_Provided data_:
>>>

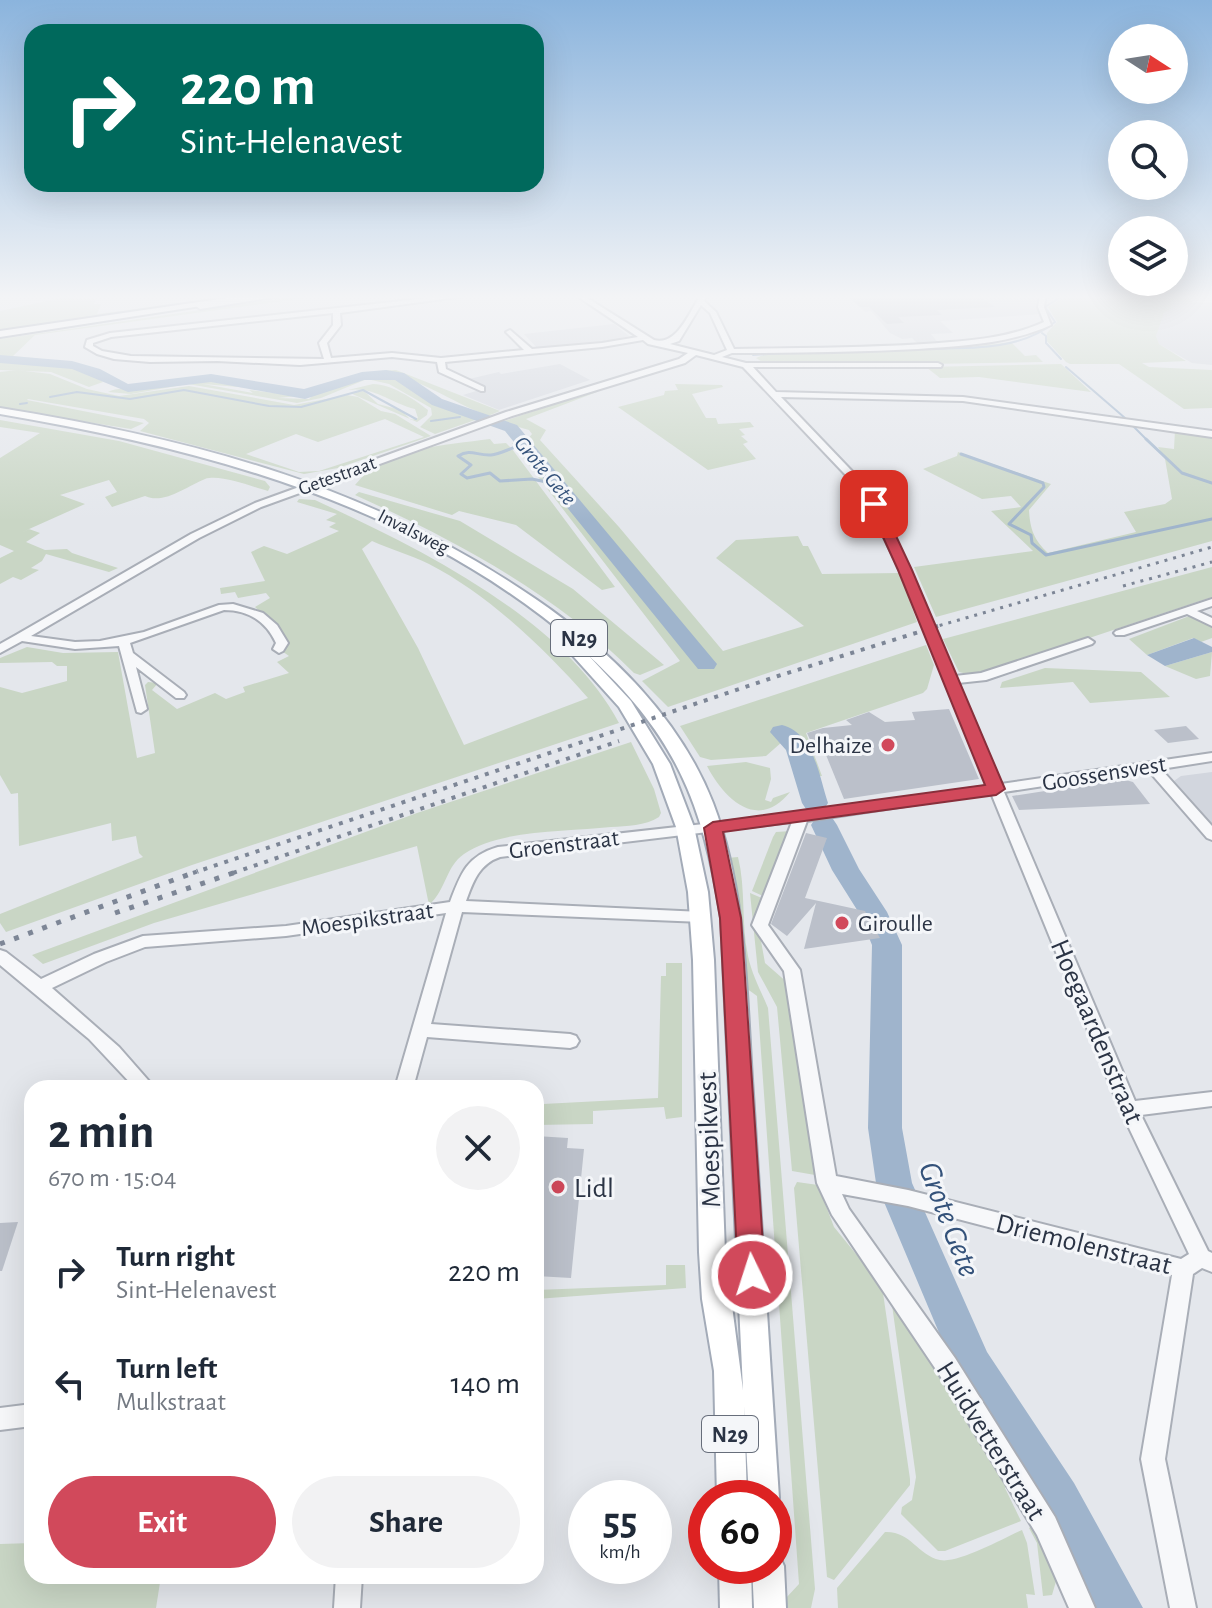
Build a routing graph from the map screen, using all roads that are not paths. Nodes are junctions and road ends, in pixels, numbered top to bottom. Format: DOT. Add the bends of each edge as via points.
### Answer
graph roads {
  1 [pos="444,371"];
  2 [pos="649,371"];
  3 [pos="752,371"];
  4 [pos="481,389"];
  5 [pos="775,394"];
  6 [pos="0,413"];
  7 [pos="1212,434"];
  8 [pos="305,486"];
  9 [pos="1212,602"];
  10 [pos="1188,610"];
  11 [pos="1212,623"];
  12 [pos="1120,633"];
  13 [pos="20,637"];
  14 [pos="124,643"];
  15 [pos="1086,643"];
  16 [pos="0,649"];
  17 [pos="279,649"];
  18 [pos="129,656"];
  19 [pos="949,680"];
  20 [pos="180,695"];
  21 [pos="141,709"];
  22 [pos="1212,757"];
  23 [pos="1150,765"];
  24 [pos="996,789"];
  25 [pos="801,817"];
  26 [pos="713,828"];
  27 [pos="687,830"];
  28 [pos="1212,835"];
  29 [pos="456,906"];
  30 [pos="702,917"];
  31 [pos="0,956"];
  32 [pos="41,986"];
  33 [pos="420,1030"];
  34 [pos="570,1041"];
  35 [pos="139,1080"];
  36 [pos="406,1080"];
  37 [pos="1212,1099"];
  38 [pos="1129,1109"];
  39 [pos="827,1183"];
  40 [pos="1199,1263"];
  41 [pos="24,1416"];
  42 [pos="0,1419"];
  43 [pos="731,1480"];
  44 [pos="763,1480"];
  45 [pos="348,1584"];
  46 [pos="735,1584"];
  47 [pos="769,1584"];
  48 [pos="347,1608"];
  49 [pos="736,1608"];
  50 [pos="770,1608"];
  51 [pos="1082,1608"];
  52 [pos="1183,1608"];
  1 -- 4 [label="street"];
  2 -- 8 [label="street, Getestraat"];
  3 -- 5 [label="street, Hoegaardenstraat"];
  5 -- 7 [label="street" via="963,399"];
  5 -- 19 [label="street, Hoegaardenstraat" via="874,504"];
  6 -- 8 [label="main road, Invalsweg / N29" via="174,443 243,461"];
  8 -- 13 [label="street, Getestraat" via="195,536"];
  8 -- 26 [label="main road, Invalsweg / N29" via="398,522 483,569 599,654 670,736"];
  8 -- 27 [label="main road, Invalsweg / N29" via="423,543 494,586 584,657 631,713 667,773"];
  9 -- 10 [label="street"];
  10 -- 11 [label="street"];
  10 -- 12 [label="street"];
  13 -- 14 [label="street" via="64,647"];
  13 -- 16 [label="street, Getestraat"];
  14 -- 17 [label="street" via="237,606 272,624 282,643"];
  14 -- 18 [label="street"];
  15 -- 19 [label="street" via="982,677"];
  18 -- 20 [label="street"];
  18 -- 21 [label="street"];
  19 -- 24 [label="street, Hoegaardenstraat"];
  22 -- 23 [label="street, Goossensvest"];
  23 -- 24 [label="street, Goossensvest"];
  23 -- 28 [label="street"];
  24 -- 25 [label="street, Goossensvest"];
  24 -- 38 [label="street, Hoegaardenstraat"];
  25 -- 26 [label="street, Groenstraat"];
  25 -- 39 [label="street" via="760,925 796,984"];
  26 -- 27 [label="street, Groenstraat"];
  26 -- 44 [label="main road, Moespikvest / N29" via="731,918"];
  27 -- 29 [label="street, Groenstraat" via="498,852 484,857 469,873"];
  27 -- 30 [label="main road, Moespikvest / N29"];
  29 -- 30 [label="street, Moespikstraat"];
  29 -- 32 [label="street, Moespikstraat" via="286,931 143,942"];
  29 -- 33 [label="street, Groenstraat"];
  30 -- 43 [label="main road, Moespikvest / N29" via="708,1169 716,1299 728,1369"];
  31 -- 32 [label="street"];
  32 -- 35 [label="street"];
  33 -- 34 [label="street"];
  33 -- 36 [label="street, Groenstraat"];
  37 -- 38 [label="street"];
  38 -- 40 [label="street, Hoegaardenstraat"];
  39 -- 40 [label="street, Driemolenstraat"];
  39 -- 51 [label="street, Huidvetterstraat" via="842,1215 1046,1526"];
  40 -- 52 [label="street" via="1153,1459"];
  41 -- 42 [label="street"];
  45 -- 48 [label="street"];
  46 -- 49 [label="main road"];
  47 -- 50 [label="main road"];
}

<<<

_Problem requirements_: Would you show every line in the data above that contains the string "graph"?

_Answer to the problem_:
Build a routing graph from the map screen, using all roads that are not paths. Nodes are junctions and road ends, in pixels, numbered top to bottom. Format: DOT. Add the bends of each edge as via points.
graph roads {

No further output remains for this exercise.